◆ **Problem statement**: When a line in the entries contains the word "Left", copy that line in full.

*** Provided entries ***

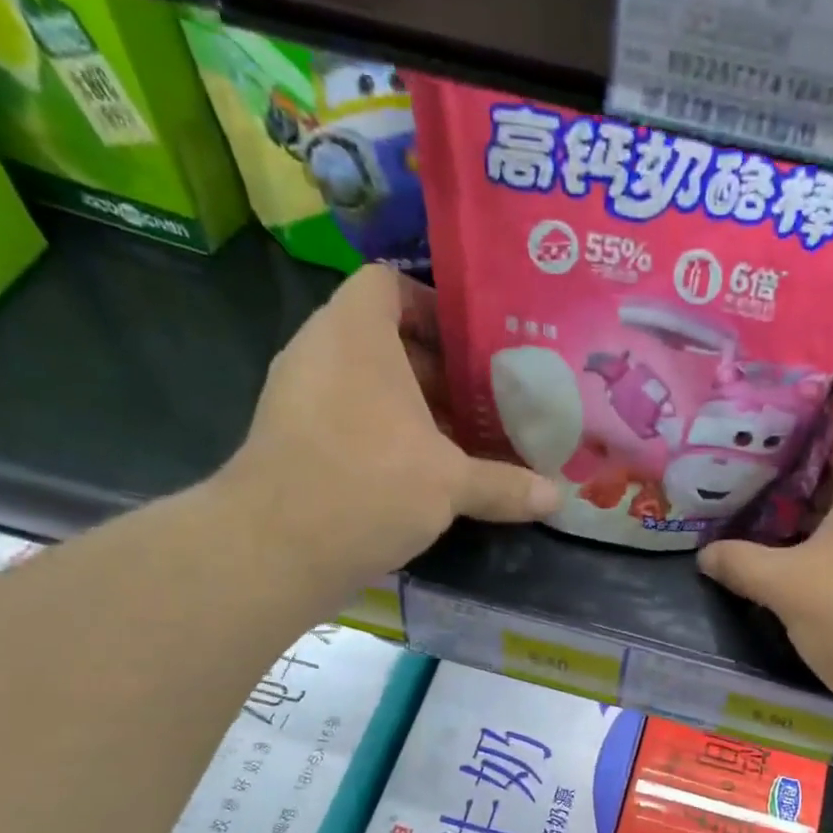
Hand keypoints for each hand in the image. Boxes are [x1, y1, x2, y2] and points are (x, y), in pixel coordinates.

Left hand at [213, 265, 558, 586]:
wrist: (276, 548)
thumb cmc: (370, 484)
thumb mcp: (450, 484)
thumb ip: (504, 485)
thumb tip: (556, 499)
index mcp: (355, 333)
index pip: (389, 284)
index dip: (434, 307)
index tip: (475, 347)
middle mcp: (321, 352)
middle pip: (385, 342)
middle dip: (438, 372)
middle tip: (486, 402)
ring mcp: (300, 397)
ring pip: (367, 387)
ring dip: (414, 411)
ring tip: (464, 443)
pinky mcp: (293, 441)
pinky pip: (348, 420)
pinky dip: (385, 438)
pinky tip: (424, 477)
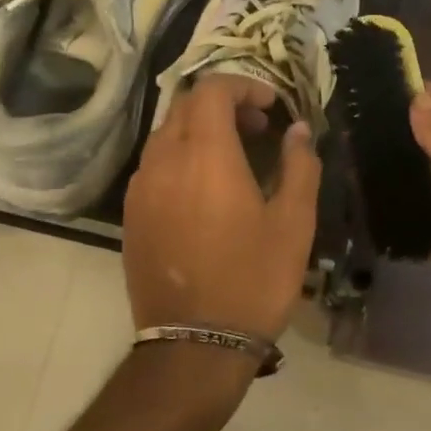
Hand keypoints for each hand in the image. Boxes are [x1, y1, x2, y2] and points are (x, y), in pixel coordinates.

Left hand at [123, 75, 322, 342]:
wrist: (193, 345)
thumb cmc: (253, 280)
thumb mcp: (293, 223)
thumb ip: (299, 165)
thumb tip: (298, 130)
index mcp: (205, 154)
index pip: (213, 89)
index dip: (244, 85)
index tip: (271, 106)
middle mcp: (165, 159)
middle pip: (187, 104)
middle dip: (224, 103)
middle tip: (257, 127)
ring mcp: (141, 187)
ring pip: (167, 132)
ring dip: (200, 128)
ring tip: (233, 156)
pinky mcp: (131, 213)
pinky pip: (154, 162)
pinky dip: (181, 154)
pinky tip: (203, 187)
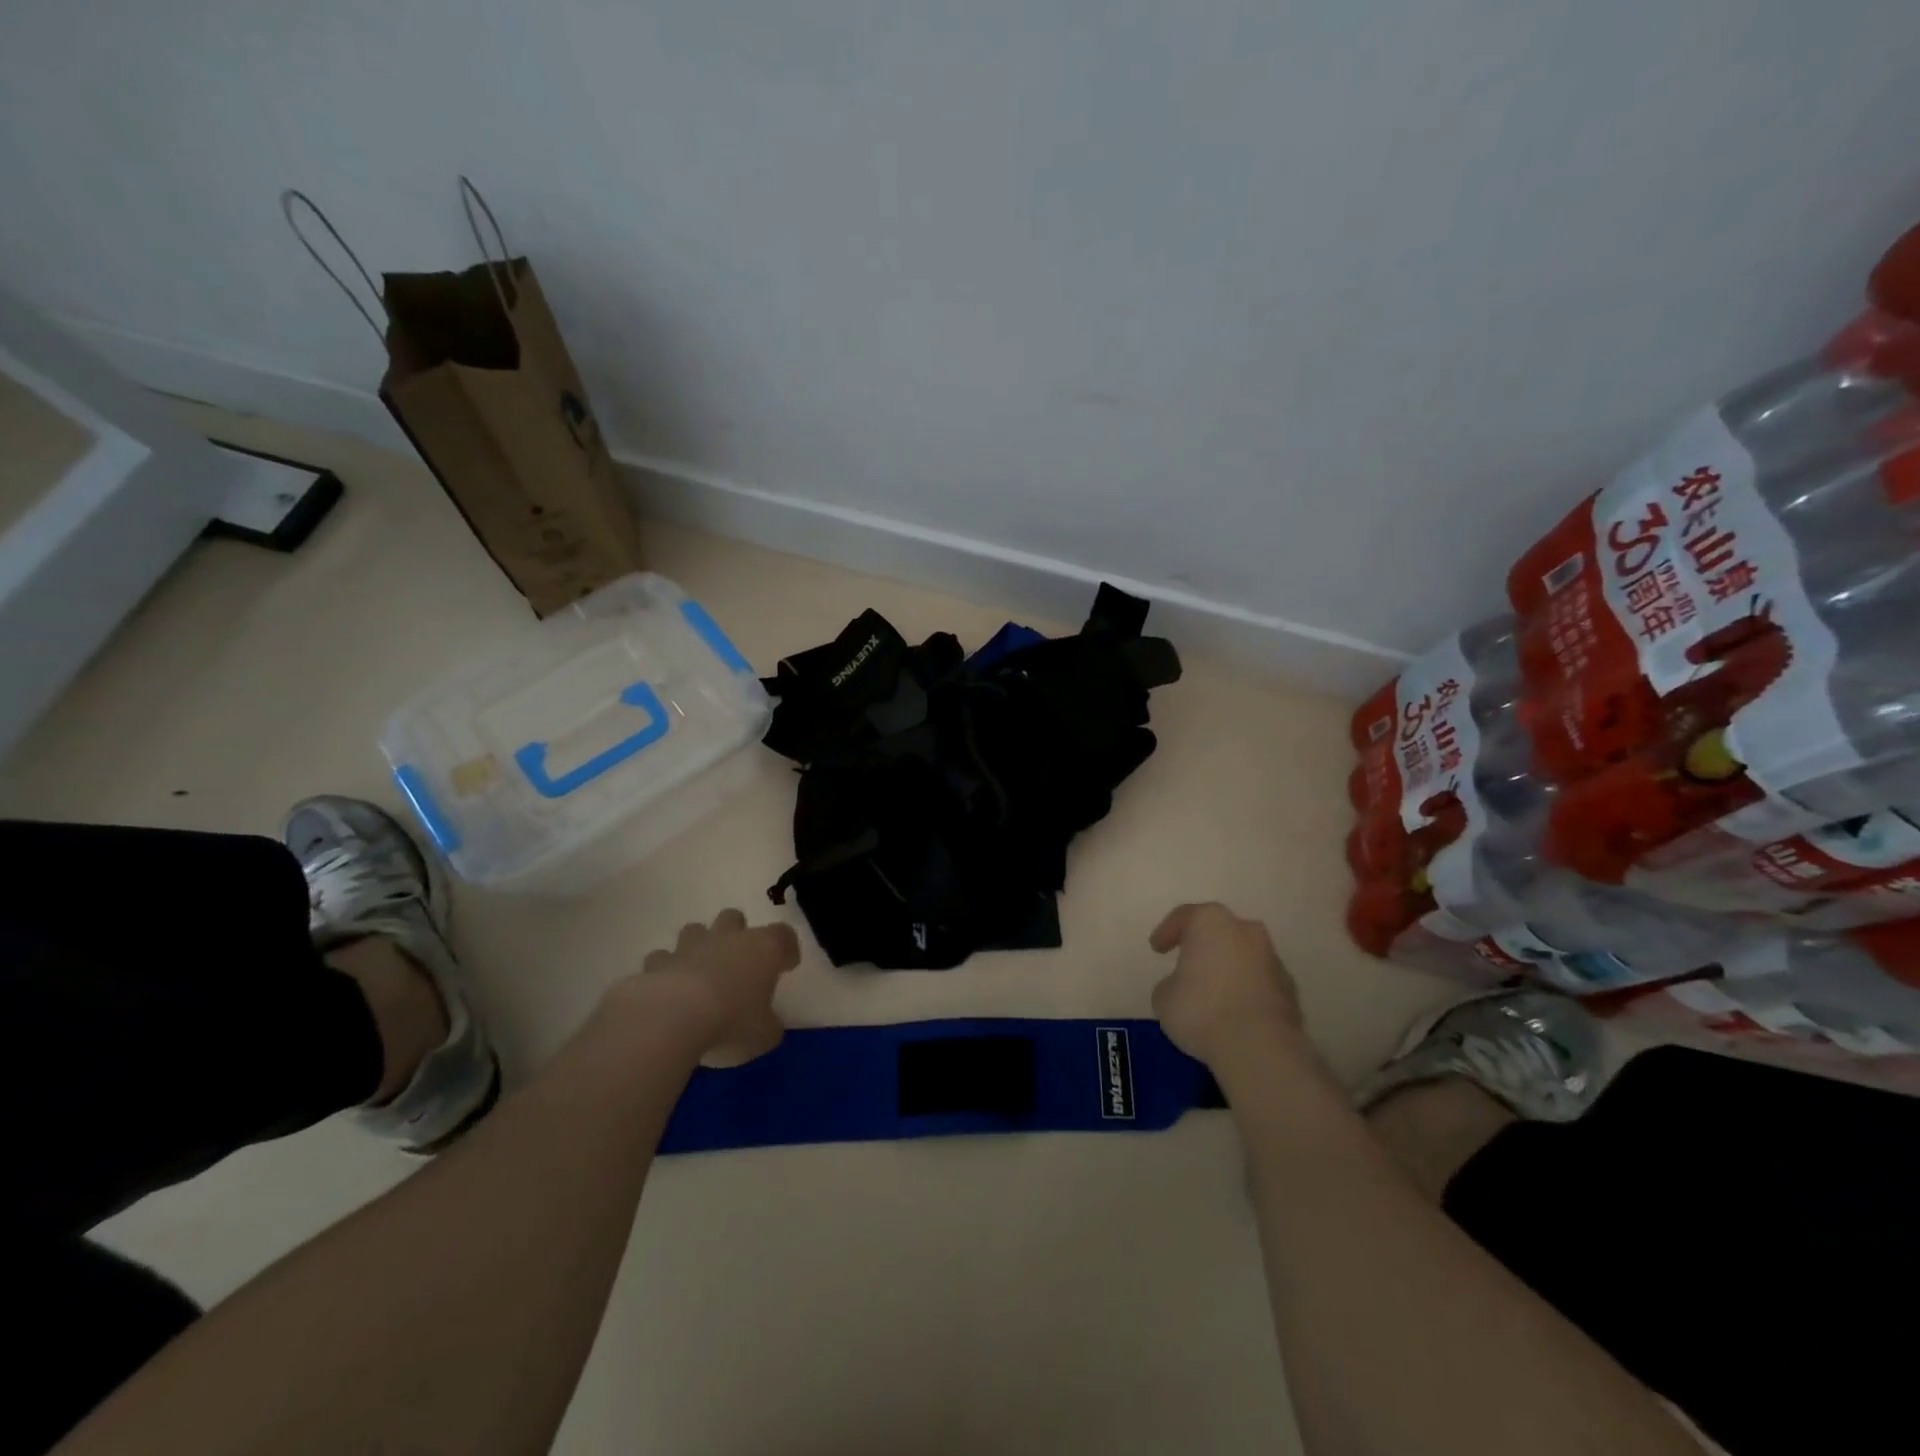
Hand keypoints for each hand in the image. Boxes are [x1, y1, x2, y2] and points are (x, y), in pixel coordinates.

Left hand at [637, 910, 800, 1065]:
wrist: (672, 1018)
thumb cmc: (731, 1020)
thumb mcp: (764, 1035)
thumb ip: (769, 1025)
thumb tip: (768, 1025)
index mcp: (763, 949)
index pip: (783, 935)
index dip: (786, 949)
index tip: (786, 966)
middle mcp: (728, 938)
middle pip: (734, 918)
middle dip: (736, 934)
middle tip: (738, 961)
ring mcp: (689, 946)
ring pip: (696, 930)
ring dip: (700, 946)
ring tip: (700, 972)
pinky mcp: (657, 962)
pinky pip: (663, 958)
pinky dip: (666, 970)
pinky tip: (667, 989)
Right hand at [1149, 903, 1305, 1071]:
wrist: (1259, 1048)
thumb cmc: (1201, 1010)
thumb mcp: (1164, 996)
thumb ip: (1172, 983)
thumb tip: (1183, 987)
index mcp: (1211, 922)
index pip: (1184, 917)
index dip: (1167, 932)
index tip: (1157, 949)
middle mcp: (1246, 931)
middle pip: (1220, 932)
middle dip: (1205, 946)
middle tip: (1188, 964)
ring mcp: (1273, 959)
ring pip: (1243, 956)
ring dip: (1229, 969)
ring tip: (1213, 993)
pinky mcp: (1290, 990)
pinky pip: (1260, 982)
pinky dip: (1247, 991)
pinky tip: (1234, 1012)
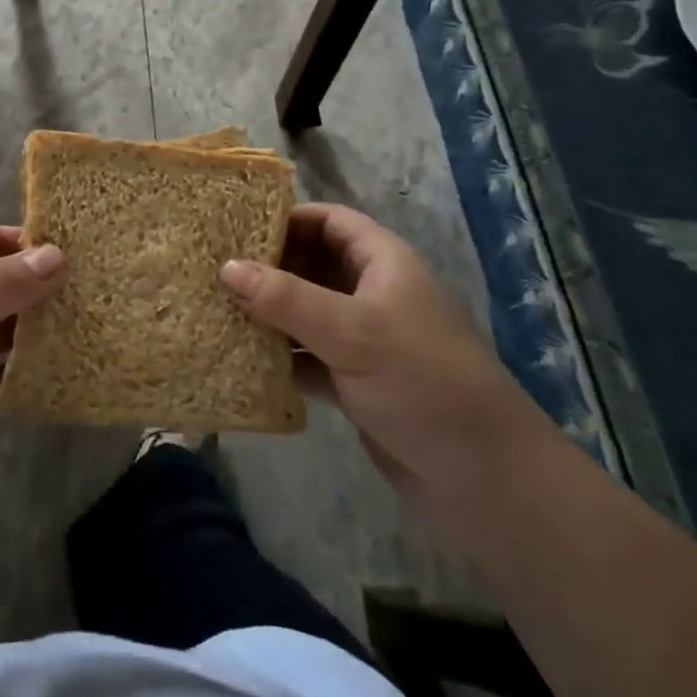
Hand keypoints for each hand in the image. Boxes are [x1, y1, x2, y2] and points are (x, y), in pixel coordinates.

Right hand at [220, 204, 538, 496]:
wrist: (484, 479)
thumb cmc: (422, 381)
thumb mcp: (351, 332)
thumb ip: (286, 298)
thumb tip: (226, 266)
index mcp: (382, 263)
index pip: (329, 221)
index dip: (286, 218)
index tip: (235, 227)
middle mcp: (371, 294)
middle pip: (311, 264)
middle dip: (267, 268)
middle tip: (213, 271)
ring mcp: (363, 340)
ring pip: (305, 313)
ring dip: (267, 314)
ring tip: (214, 310)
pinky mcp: (355, 383)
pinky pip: (307, 356)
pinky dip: (279, 356)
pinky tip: (239, 358)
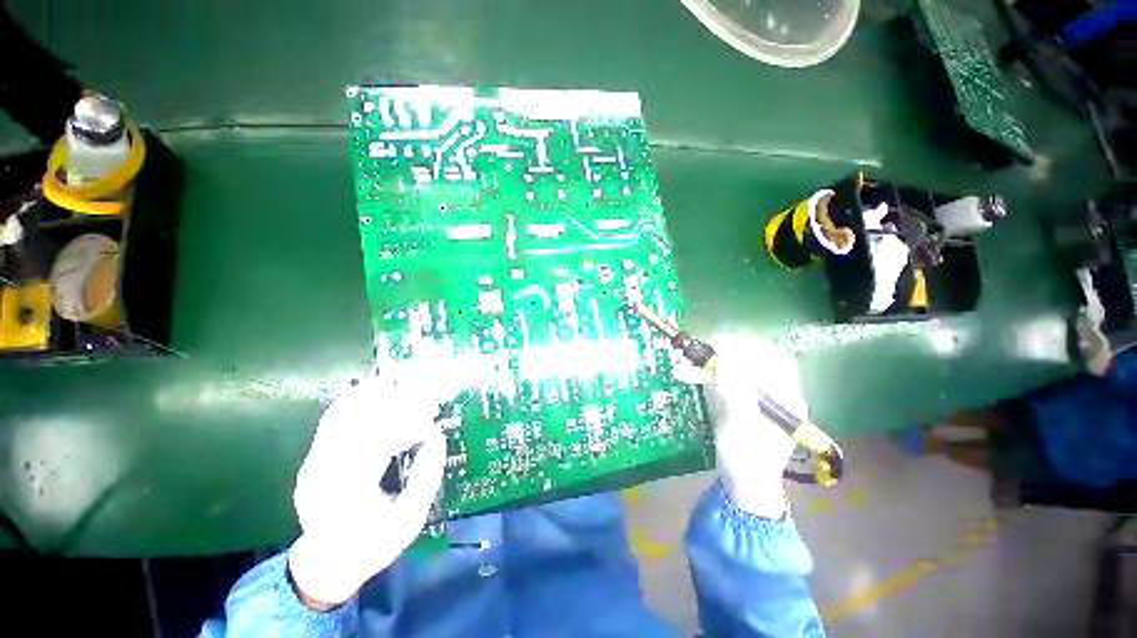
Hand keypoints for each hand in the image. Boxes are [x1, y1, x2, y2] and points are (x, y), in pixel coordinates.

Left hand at [288, 369, 446, 606]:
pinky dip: (356, 399)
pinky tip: (376, 389)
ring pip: (342, 414)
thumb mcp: (409, 521)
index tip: (431, 417)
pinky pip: (334, 419)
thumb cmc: (374, 546)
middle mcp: (324, 472)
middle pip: (358, 422)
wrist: (327, 563)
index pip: (377, 442)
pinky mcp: (314, 456)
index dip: (407, 423)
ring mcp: (314, 462)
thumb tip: (437, 437)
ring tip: (404, 383)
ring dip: (374, 395)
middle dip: (394, 403)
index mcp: (349, 494)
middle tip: (424, 395)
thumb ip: (426, 478)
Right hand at [677, 336, 804, 518]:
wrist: (742, 484)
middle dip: (721, 352)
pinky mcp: (735, 397)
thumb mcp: (743, 429)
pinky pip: (719, 378)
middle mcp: (771, 389)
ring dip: (706, 363)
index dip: (744, 348)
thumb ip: (736, 394)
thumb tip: (724, 361)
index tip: (717, 346)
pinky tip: (685, 373)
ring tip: (682, 363)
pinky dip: (702, 374)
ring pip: (730, 366)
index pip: (769, 359)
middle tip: (696, 351)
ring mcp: (751, 393)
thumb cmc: (748, 461)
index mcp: (785, 396)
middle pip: (748, 358)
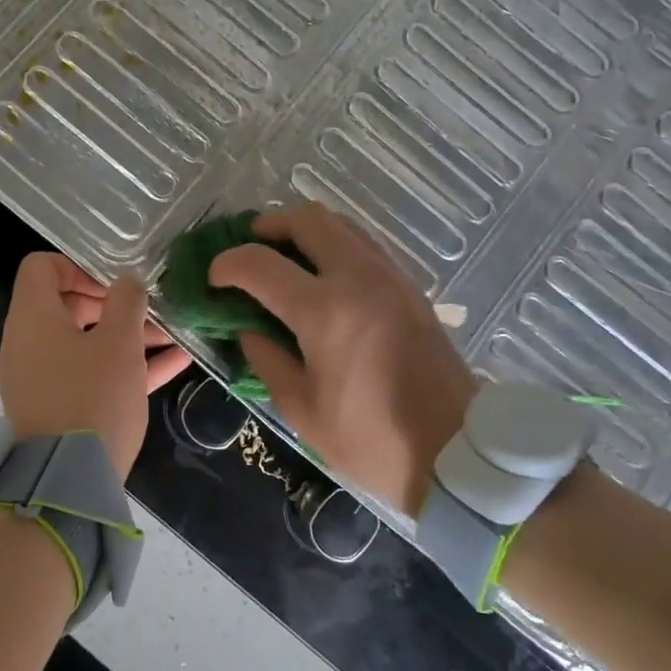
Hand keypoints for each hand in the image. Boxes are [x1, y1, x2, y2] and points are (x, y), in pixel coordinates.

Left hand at [0, 253, 190, 474]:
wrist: (67, 483)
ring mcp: (40, 378)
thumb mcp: (119, 343)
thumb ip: (126, 302)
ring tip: (171, 336)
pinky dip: (122, 365)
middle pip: (66, 305)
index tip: (114, 284)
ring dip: (125, 336)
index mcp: (33, 318)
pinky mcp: (56, 407)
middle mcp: (28, 343)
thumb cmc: (93, 397)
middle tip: (148, 312)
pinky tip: (173, 364)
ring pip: (83, 342)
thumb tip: (127, 282)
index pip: (41, 267)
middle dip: (112, 304)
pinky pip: (88, 373)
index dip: (79, 265)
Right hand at [208, 204, 474, 514]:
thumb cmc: (371, 439)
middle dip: (268, 226)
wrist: (456, 451)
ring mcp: (389, 277)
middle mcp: (358, 278)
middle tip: (250, 249)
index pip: (260, 264)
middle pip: (307, 219)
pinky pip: (364, 244)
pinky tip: (323, 276)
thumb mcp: (302, 410)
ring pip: (341, 224)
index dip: (227, 265)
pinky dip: (334, 245)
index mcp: (324, 311)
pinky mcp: (410, 287)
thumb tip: (249, 328)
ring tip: (284, 258)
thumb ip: (267, 359)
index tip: (214, 279)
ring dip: (304, 230)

*** End of Provided entries ***

◆ **Solution for this exercise**:
Left hand at [213, 265, 558, 586]:
Left hand at [123, 75, 322, 342]:
Left hand at [637, 910, 800, 1065]:
Left hand at [288, 369, 446, 606]:
Left hand at [0, 253, 190, 474]:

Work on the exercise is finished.